The (unofficial) Google weblog published the full text of the Playboy interview that has kinked Google’s IPO. Apparently the entire interview has been appended to the SEC documentation and is therefore public domain.
See also the photos (and some lusty banner ads) in the Playboy site’s free preview of the article.
There’s a decent interview with Craig’s List founder Craig Newmark in yesterday’s Chron, telling the history of what is, in my experience, the best community website in the world. (As a recruiting tool, Craig’s List smokes HotJobs, Monster, Dice, etc.)
It’s really just a living proof of Metcalf’s Law. There’s nothing technically wonderful about craigslist.org; it’s a low-tech bulletin-board / classified ads system, with a UI straight out of 1998. The value is in the reach. Post an ad there, and you’re practically guaranteed a response.
The Chron interview didn’t tell me anything I didn’t already know, but it’s reassuring somehow to see that the personality of the website matches that of its founder, which I’m sure is entirely by design.
WordCount™ is an artistic experiment in the way we use language. It presents the 86,800 most frequently used English words, ranked in order of commonality. Each word is scaled to reflect its frequency relative to the words that precede and follow it, giving a visual barometer of relevance. The larger the word, the more we use it. The smaller the word, the more uncommon it is.
Besides being an “artistic experiment,” Wordcount is an intriguing interactive word-popularity research tool, guaranteed to shave seconds off your attention to the mundane matters of the day. (intriguing: rank 10104; attention: rank 715; mundane: rank 12164)
Hmm, it’s also very likely to crash your browser if you type in too many words. Fortunately you’d be smart enough to not be composing something like a blog entry in another browser window at the time, because that would force you to rewrite the thing twice. (idiot: rank 9547)
[Thanks to Bim for the link.]
When we visited Vancouver a few weeks ago, we stayed with a friend who lives one block off of Commercial Drive — a street that contains more culture in any three-block span than any three Midwestern states.
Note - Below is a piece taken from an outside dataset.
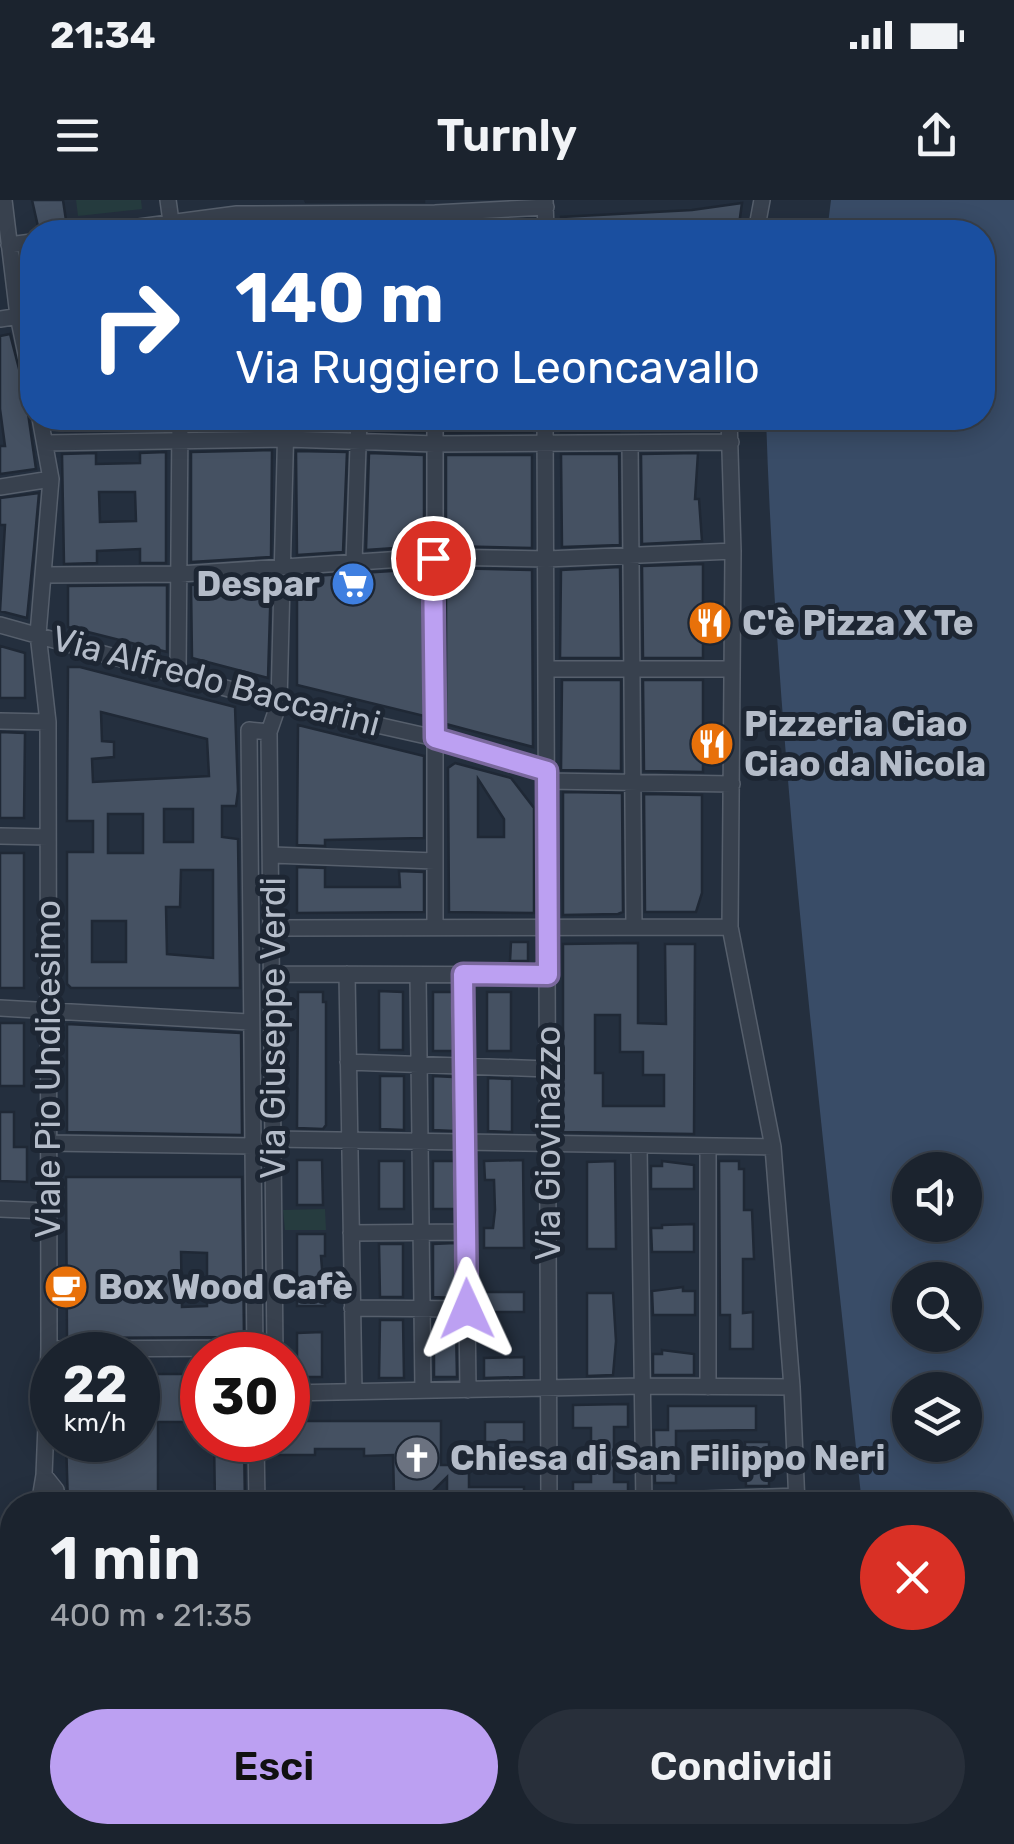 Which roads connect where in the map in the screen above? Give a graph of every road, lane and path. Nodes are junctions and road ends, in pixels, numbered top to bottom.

I didn’t take any photos, so you’ll have to make do with a thousand words… these are the types of restaurants I jotted down on the back of a business card as we drove past:
Carribean/Jamaican, Greek, Greek & pizza, pita, Mexican, taverna, Italian, deli, Java Express, chocolates, cappucino, gelato, cakes, tandoori, sushi, Salvadoran/Mexican, vegetarian/vegan, donair, taco, bagel, vegetarian Indian, tapas, juice bar.
That’s not a complete index… I couldn’t write fast enough. Literally every storefront represented a different type of cuisine.
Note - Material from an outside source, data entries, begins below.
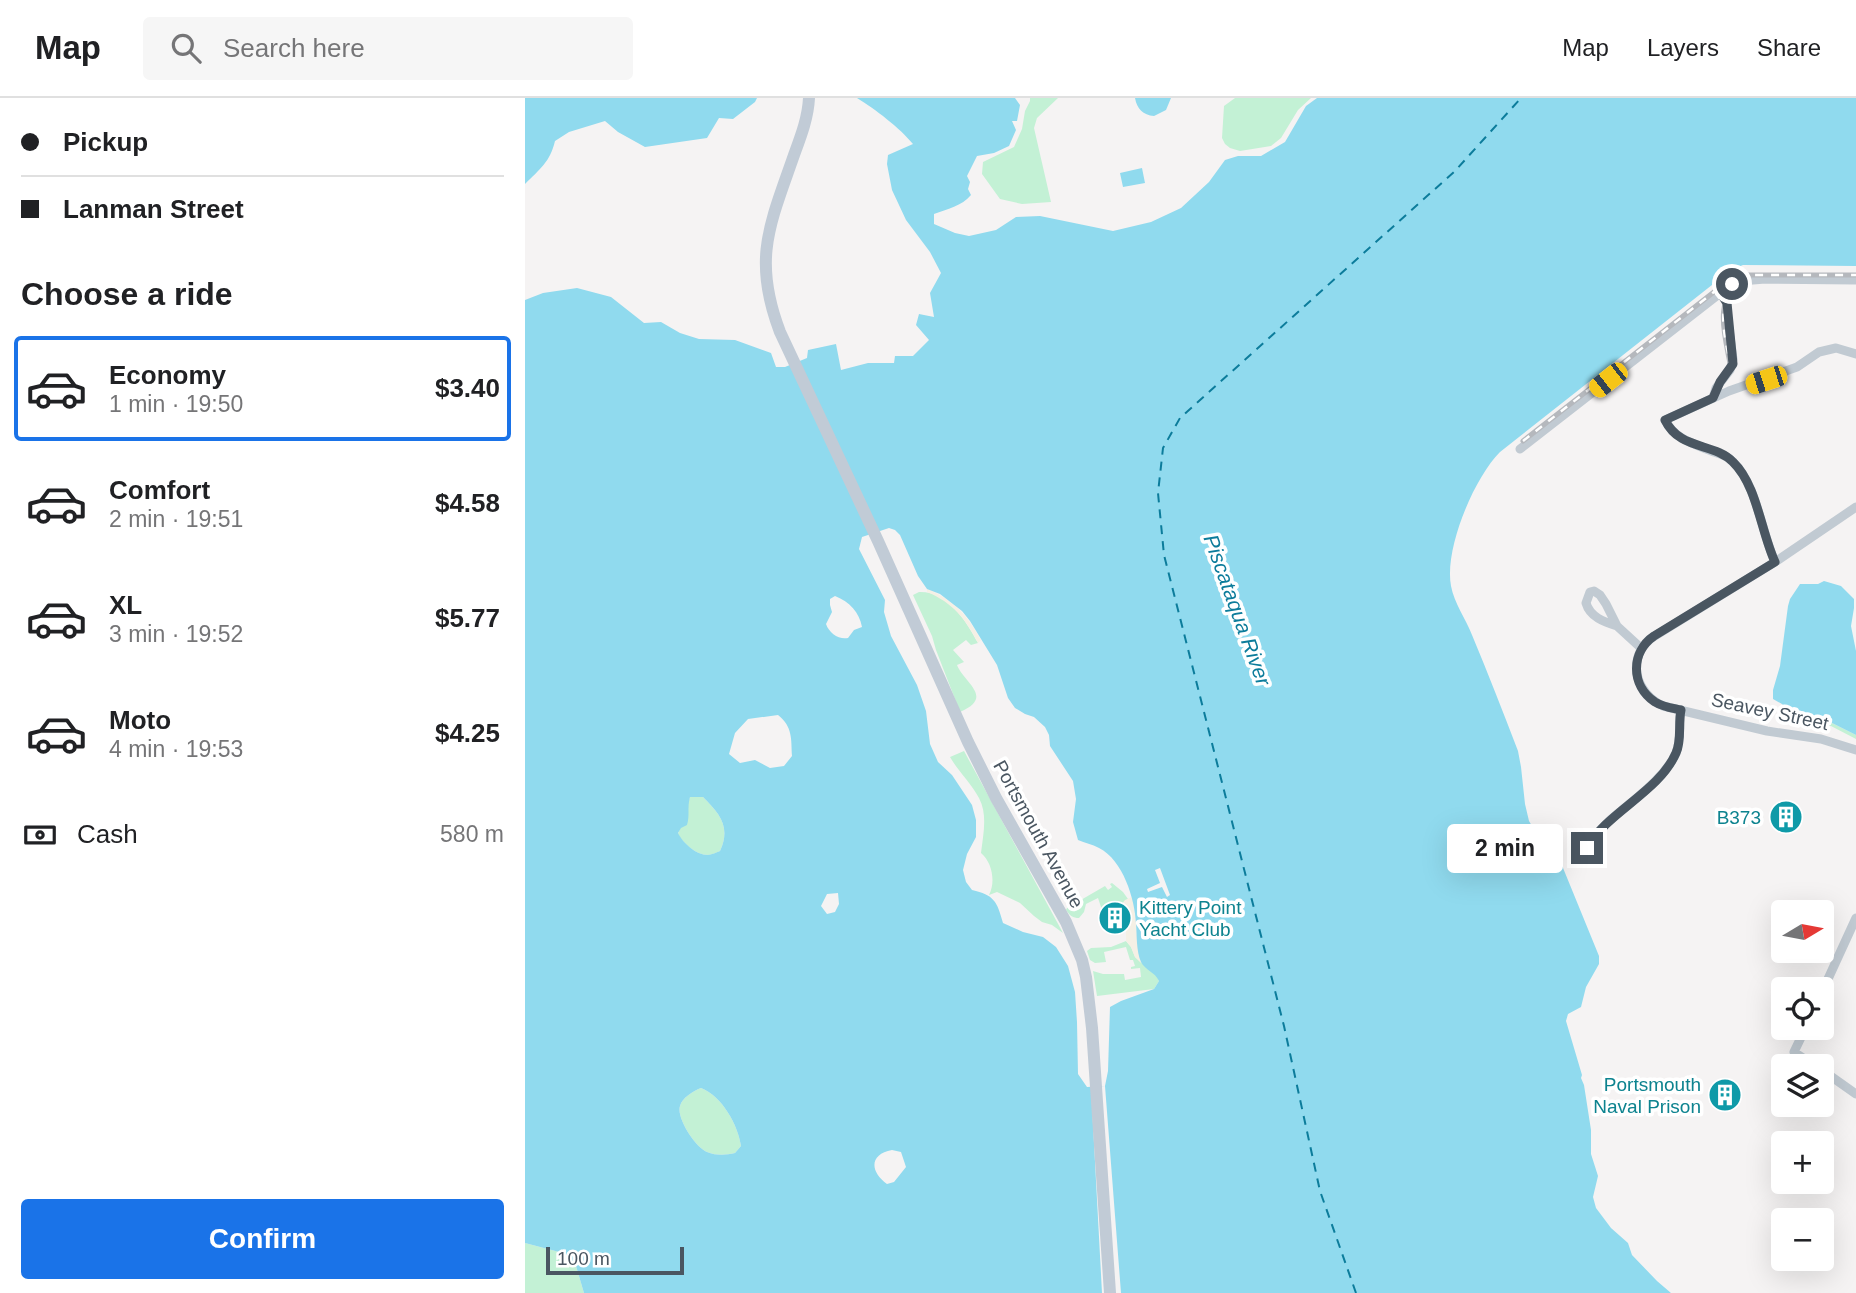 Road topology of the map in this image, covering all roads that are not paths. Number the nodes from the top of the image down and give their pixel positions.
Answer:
1 (809, 98) edge
2 (1856, 280) edge
3 (1720, 292) junction
4 (1856, 354) edge
5 (1713, 398) junction
6 (1520, 449) dead end
7 (1856, 507) edge
8 (1775, 562) junction
9 (1617, 626) dead end
10 (1641, 648) junction
11 (1681, 710) junction
12 (1856, 750) edge
13 (1581, 857) dead end
14 (1856, 918) edge
15 (1829, 977) edge
16 (1834, 1078) edge
17 (1856, 1094) edge
18 (1110, 1293) edge

1 - 18 main road, Portsmouth Avenue
2 - 3 street
3 - 5 street
3 - 6 street
4 - 5 street
5 - 8 street
7 - 8 street
8 - 10 street
9 - 10 street
10 - 11 street, Seavey Street
11 - 12 street, Seavey Street
11 - 13 street
14 - 15 street
16 - 17 street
Our host called this strip “The Drive,” capitals evident, in a tone of reverence. Within 24 hours I felt the same. We ate Asian/fusion, gelato, Brazilian, and multi-ethnic vegan sandwiches within the span of five meals (and three blocks).
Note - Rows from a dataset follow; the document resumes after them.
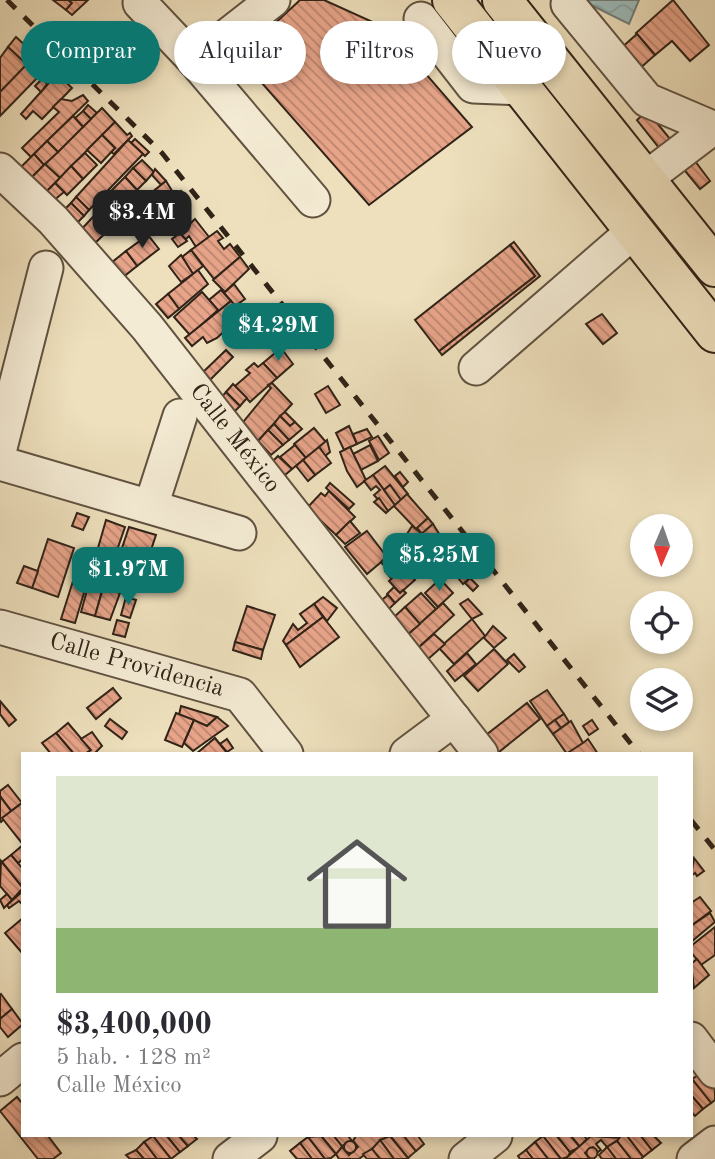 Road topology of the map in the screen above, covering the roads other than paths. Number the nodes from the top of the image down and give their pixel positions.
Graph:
1 (502, 0) edge
2 (140, 3) dead end
3 (568, 4) dead end
4 (254, 5) edge
5 (431, 5) edge
6 (237, 21) edge
7 (174, 39) edge
8 (215, 84) edge
9 (713, 129) edge
10 (0, 170) edge
11 (645, 179) junction
12 (313, 200) dead end
13 (635, 230) junction
14 (715, 267) edge
15 (46, 268) dead end
16 (715, 333) edge
17 (476, 368) dead end
18 (180, 416) dead end
19 (0, 449) edge
20 (0, 463) edge
21 (151, 506) junction
22 (239, 533) dead end
23 (0, 627) edge
24 (454, 719) junction
25 (284, 752) edge
26 (410, 752) edge
27 (479, 752) edge
28 (693, 1042) edge
29 (21, 1062) edge
30 (715, 1071) edge
31 (0, 1079) edge
32 (259, 1137) edge
33 (494, 1137) edge
34 (715, 1143) edge
35 (230, 1159) edge
36 (466, 1159) edge
37 (694, 1159) edge

1 - 11 main road
2 - 7 street
3 - 9 street
4 - 6 street
5 - 13 main road
8 - 12 street
9 - 11 street
10 - 24 street, Calle México
11 - 14 main road
13 - 16 main road
13 - 17 street
15 - 19 street
18 - 21 street
20 - 21 street
21 - 22 street
23 - 25 street, Calle Providencia
24 - 26 street
24 - 27 street, Calle México
28 - 30 street
29 - 31 street
32 - 35 street
33 - 36 street
34 - 37 street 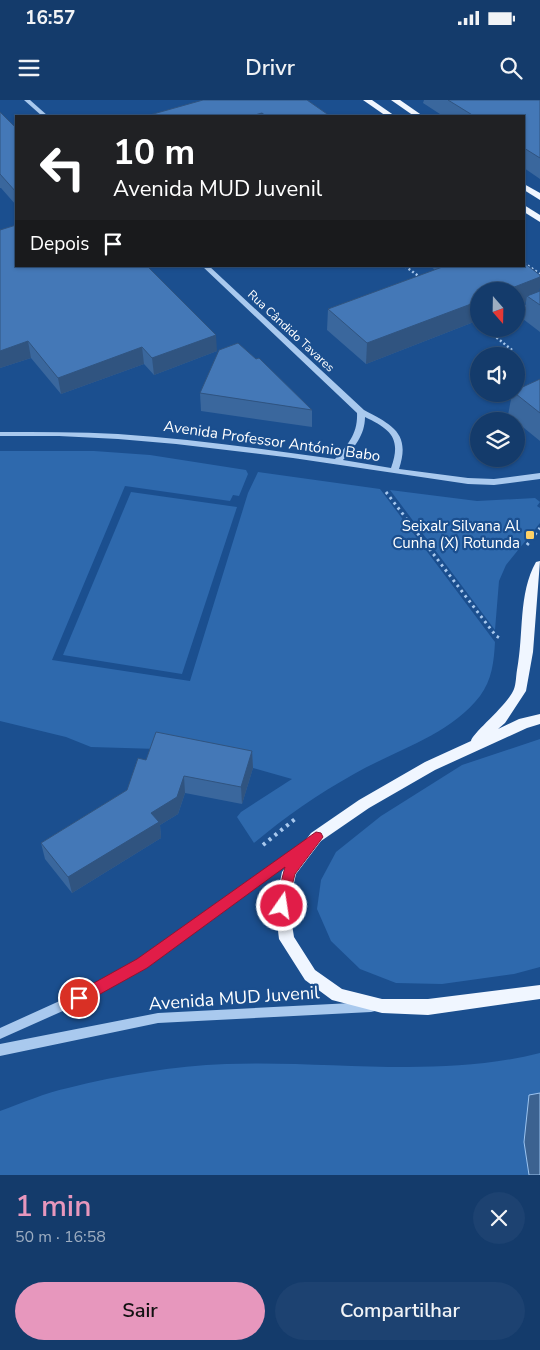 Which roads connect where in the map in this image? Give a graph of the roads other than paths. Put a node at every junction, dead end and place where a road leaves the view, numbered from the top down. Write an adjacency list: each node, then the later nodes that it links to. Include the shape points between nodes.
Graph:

The Drive has its own website: thedrive.net. Although the design is dated, the site’s content provides a model for the way shopping-district websites ought to be: indexed via map (for spatial navigators) and category… with panoramic photos and still photos.
The Drive is anchored at the north end by Womyns Ware, a lesbian sex shop. It appeared as we drove by that the store’s outside walls feature larger-than-life-size murals of enormous naked women (sorry, womyn) dancing with arm-sized “dills.” I am not part of the store’s customer demographic, but I appreciated its very public existence: alternative-lifestyle stores suggest a high degree of local tolerance. Like San Francisco, Vancouver seems to have no closets. Commercial Drive felt a bit like Haight Street, with better food and fewer shoe shops.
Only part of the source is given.